Ellery nodded. “You want it?”

“Why didn’t you give it to me?”

“Because he wanted me to ask you as soon as you woke.”

“Why?” Lily hated feeling so useless and slow on the draw.

“Do you want to be a Jaguar? We don’t know if a bite and scratch will get you turned.”

“Dear lord, no,” she said emphatically. Unfortunately, emphatic hurt, but she lacked the energy to even muster up a good cringe. “Why would I want to be the only Jaguar in a town of pack animals?”

Ellery’s lips quirked up at the corner. “Hey. Good logic, there. Hadn’t thought of that. Well, listen. The Coyote component of his blood may help stave off the Jaguarism Josefina may have transmitted to you, but there’s a risk.”

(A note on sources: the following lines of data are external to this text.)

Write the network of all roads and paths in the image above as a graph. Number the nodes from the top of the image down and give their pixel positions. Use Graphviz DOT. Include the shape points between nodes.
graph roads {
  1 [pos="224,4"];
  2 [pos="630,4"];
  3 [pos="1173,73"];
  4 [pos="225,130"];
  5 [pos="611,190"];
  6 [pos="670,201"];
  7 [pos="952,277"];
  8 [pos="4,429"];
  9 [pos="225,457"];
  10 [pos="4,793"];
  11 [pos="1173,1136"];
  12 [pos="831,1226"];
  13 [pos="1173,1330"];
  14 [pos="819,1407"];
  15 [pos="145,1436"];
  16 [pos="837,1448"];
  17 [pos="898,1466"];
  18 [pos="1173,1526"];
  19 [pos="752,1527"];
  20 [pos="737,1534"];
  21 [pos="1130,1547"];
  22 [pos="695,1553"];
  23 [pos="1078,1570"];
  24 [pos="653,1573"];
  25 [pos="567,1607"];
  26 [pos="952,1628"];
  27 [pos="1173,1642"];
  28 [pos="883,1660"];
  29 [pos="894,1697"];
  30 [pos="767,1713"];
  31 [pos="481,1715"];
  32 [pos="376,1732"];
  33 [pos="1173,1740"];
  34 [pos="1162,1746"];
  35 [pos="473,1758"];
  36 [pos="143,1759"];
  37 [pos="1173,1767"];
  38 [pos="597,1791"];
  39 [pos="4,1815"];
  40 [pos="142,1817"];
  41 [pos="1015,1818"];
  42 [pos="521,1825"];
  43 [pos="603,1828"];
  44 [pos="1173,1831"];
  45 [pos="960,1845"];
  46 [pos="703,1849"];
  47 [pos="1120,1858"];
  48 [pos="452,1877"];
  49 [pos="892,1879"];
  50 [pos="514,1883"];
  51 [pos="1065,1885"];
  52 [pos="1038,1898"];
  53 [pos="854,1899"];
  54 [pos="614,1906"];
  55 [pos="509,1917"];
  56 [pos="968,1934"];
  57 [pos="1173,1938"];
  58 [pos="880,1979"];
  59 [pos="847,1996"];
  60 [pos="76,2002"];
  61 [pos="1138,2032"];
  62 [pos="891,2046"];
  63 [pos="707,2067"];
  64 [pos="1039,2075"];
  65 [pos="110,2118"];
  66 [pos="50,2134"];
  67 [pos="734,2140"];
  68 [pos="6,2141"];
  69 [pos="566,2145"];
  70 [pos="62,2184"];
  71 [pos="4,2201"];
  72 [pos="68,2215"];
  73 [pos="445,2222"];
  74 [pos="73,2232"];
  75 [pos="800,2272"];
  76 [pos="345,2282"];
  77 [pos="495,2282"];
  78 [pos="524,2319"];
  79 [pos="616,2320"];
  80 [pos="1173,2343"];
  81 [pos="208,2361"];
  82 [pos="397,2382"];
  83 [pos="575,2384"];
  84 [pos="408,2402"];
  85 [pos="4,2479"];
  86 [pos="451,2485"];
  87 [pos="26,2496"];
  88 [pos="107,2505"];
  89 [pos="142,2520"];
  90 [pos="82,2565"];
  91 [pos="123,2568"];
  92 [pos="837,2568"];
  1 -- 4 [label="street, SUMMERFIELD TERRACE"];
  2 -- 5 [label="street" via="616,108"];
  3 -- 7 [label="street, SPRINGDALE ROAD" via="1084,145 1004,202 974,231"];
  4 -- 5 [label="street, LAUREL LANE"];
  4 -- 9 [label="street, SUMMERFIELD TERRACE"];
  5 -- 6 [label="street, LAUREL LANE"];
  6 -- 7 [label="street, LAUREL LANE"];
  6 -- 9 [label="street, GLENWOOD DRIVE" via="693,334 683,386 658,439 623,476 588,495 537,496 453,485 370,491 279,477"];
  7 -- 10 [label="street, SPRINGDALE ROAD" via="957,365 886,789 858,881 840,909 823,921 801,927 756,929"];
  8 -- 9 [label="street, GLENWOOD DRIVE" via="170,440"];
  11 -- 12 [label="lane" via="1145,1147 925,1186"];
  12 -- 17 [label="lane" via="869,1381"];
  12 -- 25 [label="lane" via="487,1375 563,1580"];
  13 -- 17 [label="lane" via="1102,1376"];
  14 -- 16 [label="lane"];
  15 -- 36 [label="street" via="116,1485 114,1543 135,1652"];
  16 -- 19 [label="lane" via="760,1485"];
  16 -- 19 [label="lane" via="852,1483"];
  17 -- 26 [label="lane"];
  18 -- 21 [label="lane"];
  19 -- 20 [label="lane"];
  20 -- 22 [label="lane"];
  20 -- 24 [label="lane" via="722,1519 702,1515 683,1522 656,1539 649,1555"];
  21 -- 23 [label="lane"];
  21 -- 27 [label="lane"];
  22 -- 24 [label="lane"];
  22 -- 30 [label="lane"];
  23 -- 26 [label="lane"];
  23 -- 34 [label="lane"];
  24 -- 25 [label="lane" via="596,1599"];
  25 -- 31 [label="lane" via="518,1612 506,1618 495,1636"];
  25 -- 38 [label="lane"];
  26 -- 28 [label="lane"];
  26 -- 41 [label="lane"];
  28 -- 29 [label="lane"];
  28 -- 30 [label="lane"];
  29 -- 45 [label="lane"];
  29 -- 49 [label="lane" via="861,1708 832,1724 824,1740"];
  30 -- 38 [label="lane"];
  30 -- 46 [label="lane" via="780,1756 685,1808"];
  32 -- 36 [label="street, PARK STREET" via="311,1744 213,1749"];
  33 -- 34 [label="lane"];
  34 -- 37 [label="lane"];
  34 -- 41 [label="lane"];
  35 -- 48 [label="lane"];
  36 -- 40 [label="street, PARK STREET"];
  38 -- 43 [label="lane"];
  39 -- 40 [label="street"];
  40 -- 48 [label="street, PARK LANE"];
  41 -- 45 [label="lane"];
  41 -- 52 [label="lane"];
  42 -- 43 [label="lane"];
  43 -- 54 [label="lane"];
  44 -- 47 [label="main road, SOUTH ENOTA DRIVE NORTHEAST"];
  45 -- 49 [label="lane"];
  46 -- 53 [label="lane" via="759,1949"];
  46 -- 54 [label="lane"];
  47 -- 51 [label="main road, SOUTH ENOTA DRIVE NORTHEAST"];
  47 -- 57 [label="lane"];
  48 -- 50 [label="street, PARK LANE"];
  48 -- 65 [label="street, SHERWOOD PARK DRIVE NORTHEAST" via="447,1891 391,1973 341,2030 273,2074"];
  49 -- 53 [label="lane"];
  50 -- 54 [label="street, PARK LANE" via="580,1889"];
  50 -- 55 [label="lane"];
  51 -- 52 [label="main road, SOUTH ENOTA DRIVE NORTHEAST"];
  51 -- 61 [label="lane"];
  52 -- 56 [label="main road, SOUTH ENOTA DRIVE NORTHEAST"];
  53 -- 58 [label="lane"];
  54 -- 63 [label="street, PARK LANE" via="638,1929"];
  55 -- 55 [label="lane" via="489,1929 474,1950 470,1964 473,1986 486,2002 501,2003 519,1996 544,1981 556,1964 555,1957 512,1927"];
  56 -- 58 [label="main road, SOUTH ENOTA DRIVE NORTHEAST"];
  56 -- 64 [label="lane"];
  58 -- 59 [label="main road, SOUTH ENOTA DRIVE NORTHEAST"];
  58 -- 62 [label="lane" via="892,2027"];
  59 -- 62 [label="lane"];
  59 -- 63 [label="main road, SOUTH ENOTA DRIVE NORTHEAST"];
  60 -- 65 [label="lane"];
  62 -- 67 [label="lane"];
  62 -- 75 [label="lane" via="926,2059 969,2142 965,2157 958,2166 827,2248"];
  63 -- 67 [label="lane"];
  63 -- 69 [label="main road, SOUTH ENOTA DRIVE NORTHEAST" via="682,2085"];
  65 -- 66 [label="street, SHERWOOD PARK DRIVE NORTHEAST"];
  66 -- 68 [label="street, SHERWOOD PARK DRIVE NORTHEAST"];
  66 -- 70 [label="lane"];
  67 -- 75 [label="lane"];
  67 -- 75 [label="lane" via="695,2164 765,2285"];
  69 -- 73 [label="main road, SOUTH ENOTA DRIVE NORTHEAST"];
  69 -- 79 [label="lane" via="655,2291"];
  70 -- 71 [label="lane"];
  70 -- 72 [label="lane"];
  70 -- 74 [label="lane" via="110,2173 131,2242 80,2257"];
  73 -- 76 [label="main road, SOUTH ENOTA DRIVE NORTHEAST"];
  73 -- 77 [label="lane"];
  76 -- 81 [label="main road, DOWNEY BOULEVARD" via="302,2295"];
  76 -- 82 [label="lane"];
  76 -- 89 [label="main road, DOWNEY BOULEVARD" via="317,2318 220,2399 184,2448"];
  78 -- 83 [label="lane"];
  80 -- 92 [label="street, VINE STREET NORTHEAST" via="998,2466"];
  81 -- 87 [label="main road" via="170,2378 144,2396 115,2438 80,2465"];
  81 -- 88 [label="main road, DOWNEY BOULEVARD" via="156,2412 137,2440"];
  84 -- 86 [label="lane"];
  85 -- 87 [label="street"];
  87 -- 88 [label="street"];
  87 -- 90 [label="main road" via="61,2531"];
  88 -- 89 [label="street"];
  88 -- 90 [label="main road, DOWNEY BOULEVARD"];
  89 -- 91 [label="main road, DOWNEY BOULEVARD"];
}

“Of me becoming a Coyote, right?”

“Exactly. My hope is that your white blood cells notice the commotion between the warring foreign bits and eradicates all of it. There obviously isn’t any medical literature about this. We’re doing the best we can, using what we know and word of mouth from other recent shifter attacks, and applying common sense. I can tell you for sure that human blood isn’t going to be enough.”

“Do it,” Lily said.

“You sure?”

“Yeah. I know the risks.” She didn’t want to be a Coyote—and certainly not before she’d given Lance a few babies—but she was going to go with the flow. She was glad she could muster up any optimism at all after the very interesting past few months she’d had.

“I’ll get the blood and inform your bickering relatives of your decision. We’re going to admit you and move you up into a room.”

“Great. Great.” Lily squirmed uncomfortably and pressed her thighs together as tight as she could. “Get me a bedpan first, ’kay?”